Şimdi,“erken seçim istemeyenler” vatan hainidir diye fetva buyuruyor.
- Önceleri, İstanbul’a “üçüncü köprü cinayettir” diyor.
Şimdi, üçüncü köprüye karşı çıkanlar “vatan hainidir” diye ahkâm kesiyor.
- Önceleri, hırsızlıklara “damardan gireceğiz” diyor. Şimdi, “itfaiye hortumuyla” götürüyorlar.
- Önceleri, “hırsızlıklar babadan oğula geçer”, “baştakiler hırsızsa bu tüm devlet katmanlarına yansır” diyor.
Şimdi, bu aynen gerçekleşiyor.
- Osmanlı’nın tefessüh etmiş döneminde “selam verdim rüşvet değul deyu almadılar” süreci yaşanıyor.
Şimdiki Neo Osmanlılar “rüşvetsiz cennetin anahtarını bile versen” itibar etmiyorlar.

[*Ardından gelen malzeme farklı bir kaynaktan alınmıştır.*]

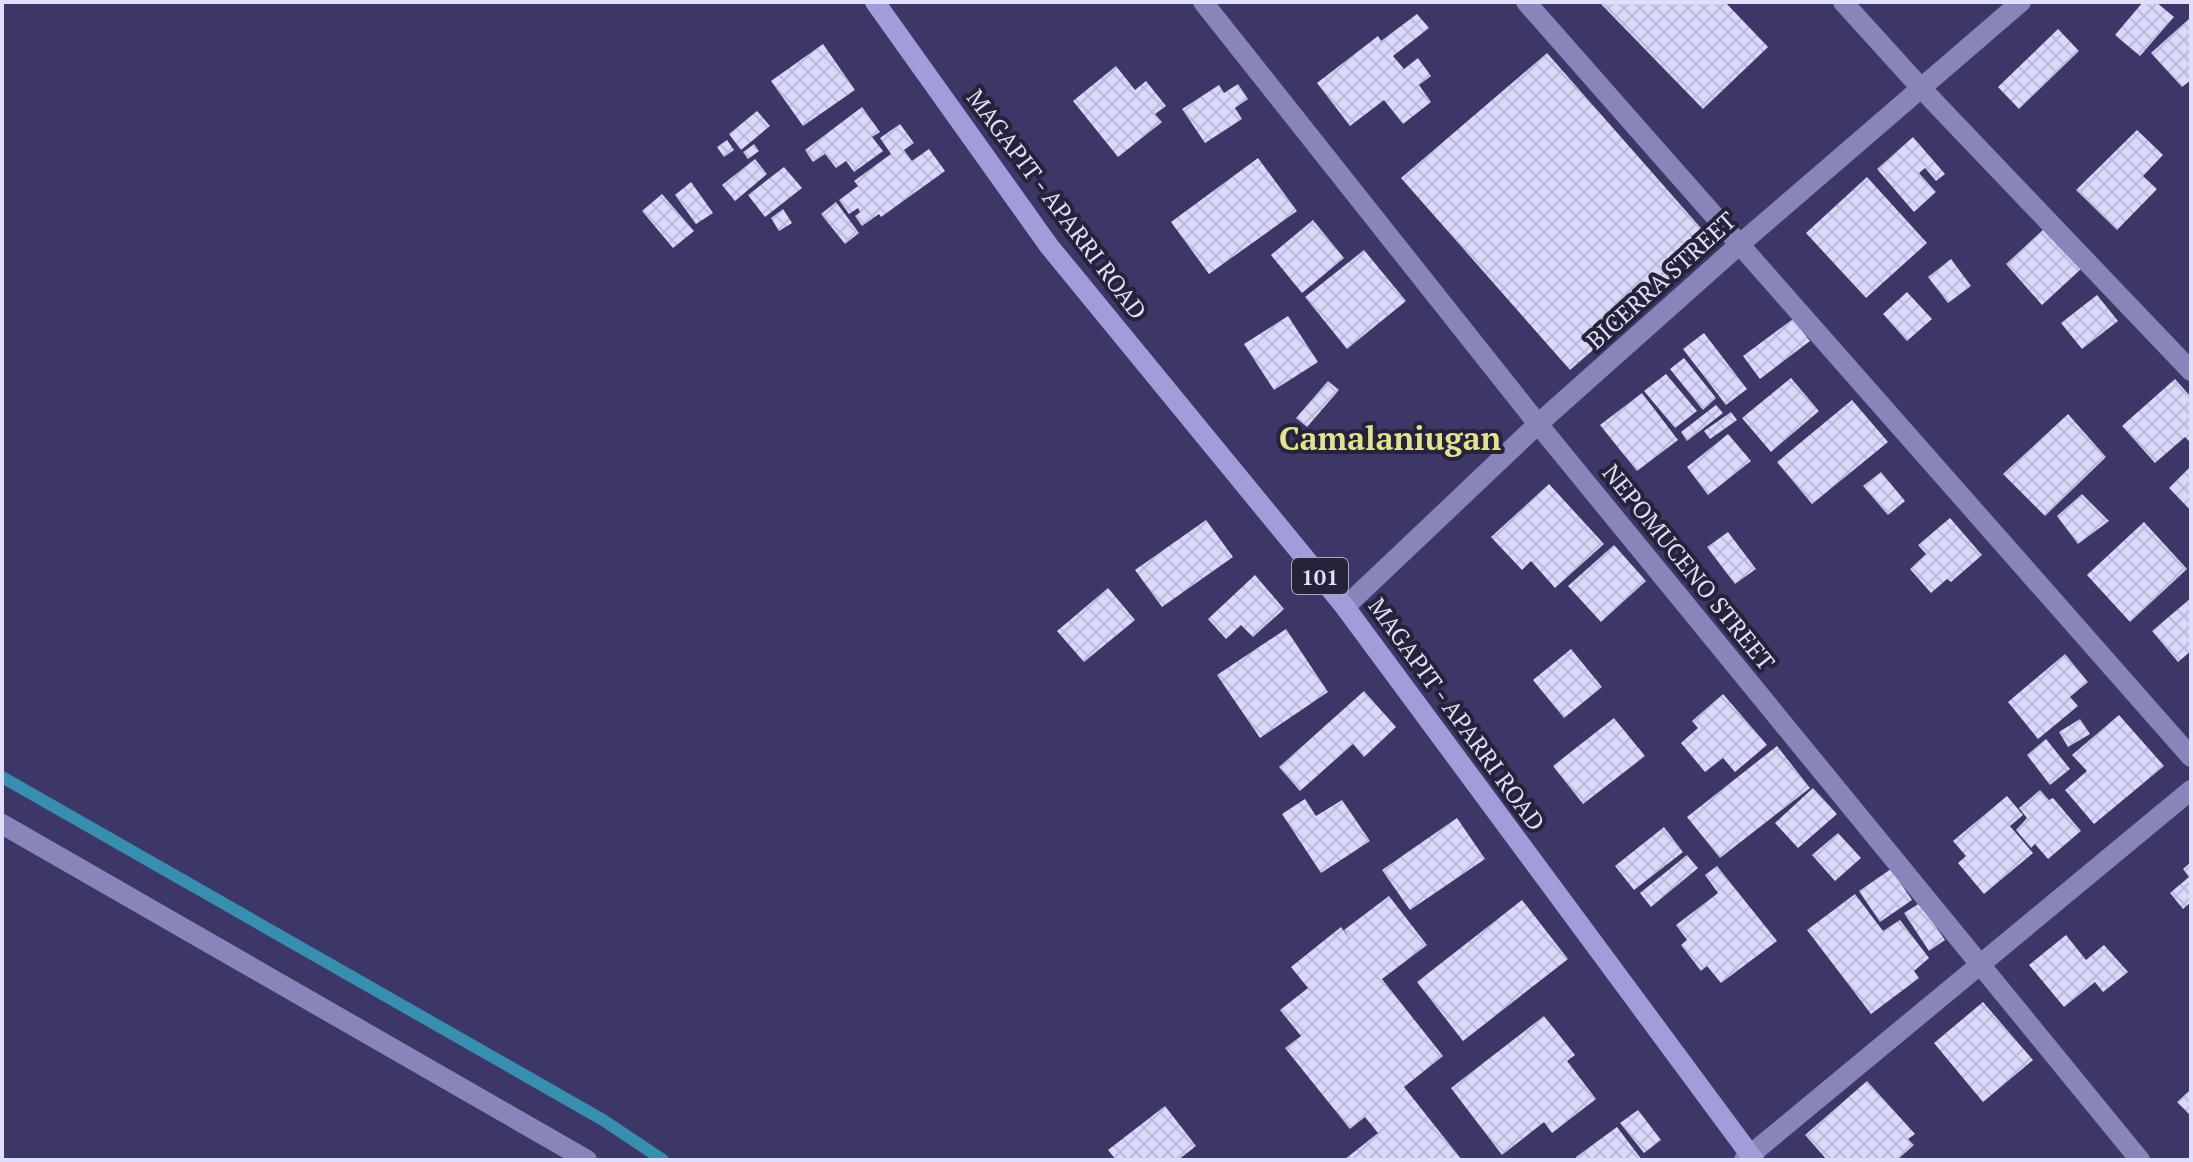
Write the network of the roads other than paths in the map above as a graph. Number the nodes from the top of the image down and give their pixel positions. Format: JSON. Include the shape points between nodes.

- Önceleri, egemenlik kayıtsız şartsız milletindir demek Allah’a saygısızlıktır. “Egemenlik Allah’ındır Allah’ın” diyor.
Şimdi, halkın çoğunluğunun oyunu alınca, “egemenlik milletindir milletin”, “buna inanmayanlar demokrasi ve halk düşmanıdır” diyorlar.
- Önceleri, Fethullah hocaya “gel artık bu hasret bitsin” diye ağıtlar yakıyor.
Şimdi, defterini dürsün diye hocanın iade edilmesi için kırmızı bülten çıkarıyorlar.
- Önceleri, Zekeriya Öz’ü tetikçi yapıp, “bağırsakları temizliyoruz” diyerek milli ordu hunharca çökertiliyor.
Şimdi foyaları meydana çıkınca “cemaat orduya kumpas kurdu” diye paçayı kurtarmaya çalışıyorlar.
- “Askerlik yan gelip yatma yeri değildir” diyor, çocukları “vali ağırlamasıyla” 21 gün yan gelip yatarak askerlik yapıyor.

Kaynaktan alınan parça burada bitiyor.